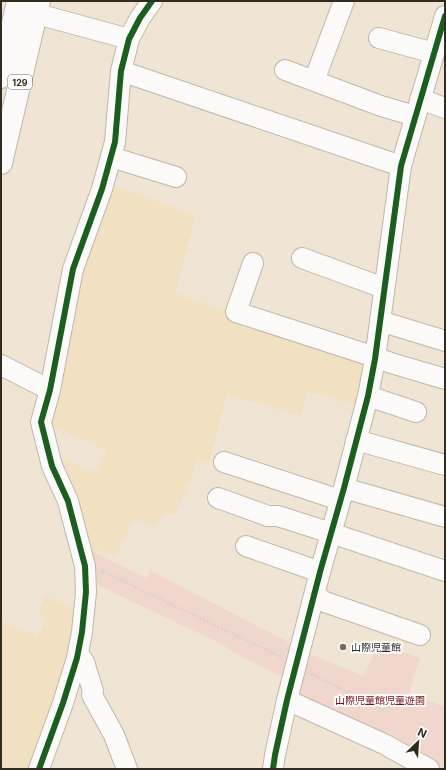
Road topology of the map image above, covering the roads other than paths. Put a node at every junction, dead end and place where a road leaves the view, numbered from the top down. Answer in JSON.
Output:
{"nodes":[{"id":1,"x":18,"y":1,"type":"edge"},
{"id":2,"x":152,"y":1,"type":"edge"},
{"id":3,"x":344,"y":1,"type":"edge"},
{"id":4,"x":38,"y":7,"type":"edge"},
{"id":5,"x":445,"y":16,"type":"edge"},
{"id":6,"x":379,"y":38,"type":"dead end"},
{"id":7,"x":130,"y":39,"type":"junction"},
{"id":8,"x":434,"y":53,"type":"junction"},
{"id":9,"x":285,"y":70,"type":"dead end"},
{"id":10,"x":121,"y":71,"type":"junction"},
{"id":11,"x":1,"y":77,"type":"edge"},
{"id":12,"x":314,"y":82,"type":"junction"},
{"id":13,"x":418,"y":108,"type":"junction"},
{"id":14,"x":445,"y":108,"type":"edge"},
{"id":15,"x":111,"y":157,"type":"junction"},
{"id":16,"x":1,"y":163,"type":"edge"},
{"id":17,"x":401,"y":166,"type":"junction"},
{"id":18,"x":176,"y":177,"type":"dead end"},
{"id":19,"x":253,"y":262,"type":"dead end"},
{"id":20,"x":311,"y":265,"type":"dead end"},
{"id":21,"x":384,"y":288,"type":"junction"},
{"id":22,"x":380,"y":322,"type":"junction"},
{"id":23,"x":445,"y":341,"type":"edge"},
{"id":24,"x":375,"y":356,"type":"junction"},
{"id":25,"x":1,"y":365,"type":"edge"},
{"id":26,"x":438,"y":375,"type":"edge"},
{"id":27,"x":50,"y":390,"type":"junction"},
{"id":28,"x":368,"y":396,"type":"junction"},
{"id":29,"x":416,"y":412,"type":"dead end"},
{"id":30,"x":356,"y":440,"type":"junction"},
{"id":31,"x":224,"y":462,"type":"dead end"},
{"id":32,"x":445,"y":465,"type":"edge"},
{"id":33,"x":342,"y":494,"type":"junction"},
{"id":34,"x":218,"y":498,"type":"dead end"},
{"id":35,"x":445,"y":517,"type":"edge"},
{"id":36,"x":331,"y":533,"type":"junction"},
{"id":37,"x":255,"y":545,"type":"dead end"},
{"id":38,"x":445,"y":571,"type":"edge"},
{"id":39,"x":320,"y":572,"type":"junction"},
{"id":40,"x":314,"y":595,"type":"junction"},
{"id":41,"x":420,"y":635,"type":"dead end"},
{"id":42,"x":78,"y":653,"type":"junction"},
{"id":43,"x":287,"y":700,"type":"junction"},
{"id":44,"x":39,"y":769,"type":"edge"},
{"id":45,"x":127,"y":769,"type":"edge"},
{"id":46,"x":273,"y":769,"type":"edge"},
{"id":47,"x":429,"y":769,"type":"edge"}],
"edges":[{"from":1,"to":11,"type":"highway","number":"129"},
{"from":2,"to":7,"type":"street"},
{"from":3,"to":12,"type":"street"},
{"from":4,"to":7,"type":"street"},
{"from":4,"to":16,"type":"highway","number":"129"},
{"from":5,"to":8,"type":"street"},
{"from":6,"to":8,"type":"street"},
{"from":7,"to":10,"type":"street"},
{"from":8,"to":13,"type":"street"},
{"from":9,"to":12,"type":"street"},
{"from":10,"to":15,"type":"street"},
{"from":10,"to":17,"type":"street"},
{"from":12,"to":13,"type":"street"},
{"from":13,"to":14,"type":"street"},
{"from":13,"to":17,"type":"street"},
{"from":15,"to":18,"type":"street"},
{"from":15,"to":27,"type":"street"},
{"from":17,"to":21,"type":"street"},
{"from":19,"to":24,"type":"street"},
{"from":20,"to":21,"type":"street"},
{"from":21,"to":22,"type":"street"},
{"from":22,"to":23,"type":"street"},
{"from":22,"to":24,"type":"street"},
{"from":24,"to":26,"type":"street"},
{"from":24,"to":28,"type":"street"},
{"from":25,"to":27,"type":"street"},
{"from":27,"to":42,"type":"street"},
{"from":28,"to":29,"type":"street"},
{"from":28,"to":30,"type":"street"},
{"from":30,"to":32,"type":"street"},
{"from":30,"to":33,"type":"street"},
{"from":31,"to":33,"type":"street"},
{"from":33,"to":35,"type":"street"},
{"from":33,"to":36,"type":"street"},
{"from":34,"to":36,"type":"street"},
{"from":36,"to":38,"type":"street"},
{"from":36,"to":39,"type":"street"},
{"from":37,"to":39,"type":"street"},
{"from":39,"to":40,"type":"street"},
{"from":40,"to":41,"type":"street"},
{"from":40,"to":43,"type":"street"},
{"from":42,"to":44,"type":"street"},
{"from":42,"to":45,"type":"street"},
{"from":43,"to":46,"type":"street"},
{"from":43,"to":47,"type":"street"}]}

=== What needs to be done ===
Would you give the material back exactly, minus the pictures?

=== Exercise response ===
Road topology of the map image above, covering the roads other than paths. Put a node at every junction, dead end and place where a road leaves the view, numbered from the top down. Answer in JSON.
Output:
{"nodes":[{"id":1,"x":18,"y":1,"type":"edge"},
{"id":2,"x":152,"y":1,"type":"edge"},
{"id":3,"x":344,"y":1,"type":"edge"},
{"id":4,"x":38,"y":7,"type":"edge"},
{"id":5,"x":445,"y":16,"type":"edge"},
{"id":6,"x":379,"y":38,"type":"dead end"},
{"id":7,"x":130,"y":39,"type":"junction"},
{"id":8,"x":434,"y":53,"type":"junction"},
{"id":9,"x":285,"y":70,"type":"dead end"},
{"id":10,"x":121,"y":71,"type":"junction"},
{"id":11,"x":1,"y":77,"type":"edge"},
{"id":12,"x":314,"y":82,"type":"junction"},
{"id":13,"x":418,"y":108,"type":"junction"},
{"id":14,"x":445,"y":108,"type":"edge"},
{"id":15,"x":111,"y":157,"type":"junction"},
{"id":16,"x":1,"y":163,"type":"edge"},
{"id":17,"x":401,"y":166,"type":"junction"},
{"id":18,"x":176,"y":177,"type":"dead end"},
{"id":19,"x":253,"y":262,"type":"dead end"},
{"id":20,"x":311,"y":265,"type":"dead end"},
{"id":21,"x":384,"y":288,"type":"junction"},
{"id":22,"x":380,"y":322,"type":"junction"},
{"id":23,"x":445,"y":341,"type":"edge"},
{"id":24,"x":375,"y":356,"type":"junction"},
{"id":25,"x":1,"y":365,"type":"edge"},
{"id":26,"x":438,"y":375,"type":"edge"},
{"id":27,"x":50,"y":390,"type":"junction"},
{"id":28,"x":368,"y":396,"type":"junction"},
{"id":29,"x":416,"y":412,"type":"dead end"},
{"id":30,"x":356,"y":440,"type":"junction"},
{"id":31,"x":224,"y":462,"type":"dead end"},
{"id":32,"x":445,"y":465,"type":"edge"},
{"id":33,"x":342,"y":494,"type":"junction"},
{"id":34,"x":218,"y":498,"type":"dead end"},
{"id":35,"x":445,"y":517,"type":"edge"},
{"id":36,"x":331,"y":533,"type":"junction"},
{"id":37,"x":255,"y":545,"type":"dead end"},
{"id":38,"x":445,"y":571,"type":"edge"},
{"id":39,"x":320,"y":572,"type":"junction"},
{"id":40,"x":314,"y":595,"type":"junction"},
{"id":41,"x":420,"y":635,"type":"dead end"},
{"id":42,"x":78,"y":653,"type":"junction"},
{"id":43,"x":287,"y":700,"type":"junction"},
{"id":44,"x":39,"y":769,"type":"edge"},
{"id":45,"x":127,"y":769,"type":"edge"},
{"id":46,"x":273,"y":769,"type":"edge"},
{"id":47,"x":429,"y":769,"type":"edge"}],
"edges":[{"from":1,"to":11,"type":"highway","number":"129"},
{"from":2,"to":7,"type":"street"},
{"from":3,"to":12,"type":"street"},
{"from":4,"to":7,"type":"street"},
{"from":4,"to":16,"type":"highway","number":"129"},
{"from":5,"to":8,"type":"street"},
{"from":6,"to":8,"type":"street"},
{"from":7,"to":10,"type":"street"},
{"from":8,"to":13,"type":"street"},
{"from":9,"to":12,"type":"street"},
{"from":10,"to":15,"type":"street"},
{"from":10,"to":17,"type":"street"},
{"from":12,"to":13,"type":"street"},
{"from":13,"to":14,"type":"street"},
{"from":13,"to":17,"type":"street"},
{"from":15,"to":18,"type":"street"},
{"from":15,"to":27,"type":"street"},
{"from":17,"to":21,"type":"street"},
{"from":19,"to":24,"type":"street"},
{"from":20,"to":21,"type":"street"},
{"from":21,"to":22,"type":"street"},
{"from":22,"to":23,"type":"street"},
{"from":22,"to":24,"type":"street"},
{"from":24,"to":26,"type":"street"},
{"from":24,"to":28,"type":"street"},
{"from":25,"to":27,"type":"street"},
{"from":27,"to":42,"type":"street"},
{"from":28,"to":29,"type":"street"},
{"from":28,"to":30,"type":"street"},
{"from":30,"to":32,"type":"street"},
{"from":30,"to":33,"type":"street"},
{"from":31,"to":33,"type":"street"},
{"from":33,"to":35,"type":"street"},
{"from":33,"to":36,"type":"street"},
{"from":34,"to":36,"type":"street"},
{"from":36,"to":38,"type":"street"},
{"from":36,"to":39,"type":"street"},
{"from":37,"to":39,"type":"street"},
{"from":39,"to":40,"type":"street"},
{"from":40,"to":41,"type":"street"},
{"from":40,"to":43,"type":"street"},
{"from":42,"to":44,"type":"street"},
{"from":42,"to":45,"type":"street"},
{"from":43,"to":46,"type":"street"},
{"from":43,"to":47,"type":"street"}]}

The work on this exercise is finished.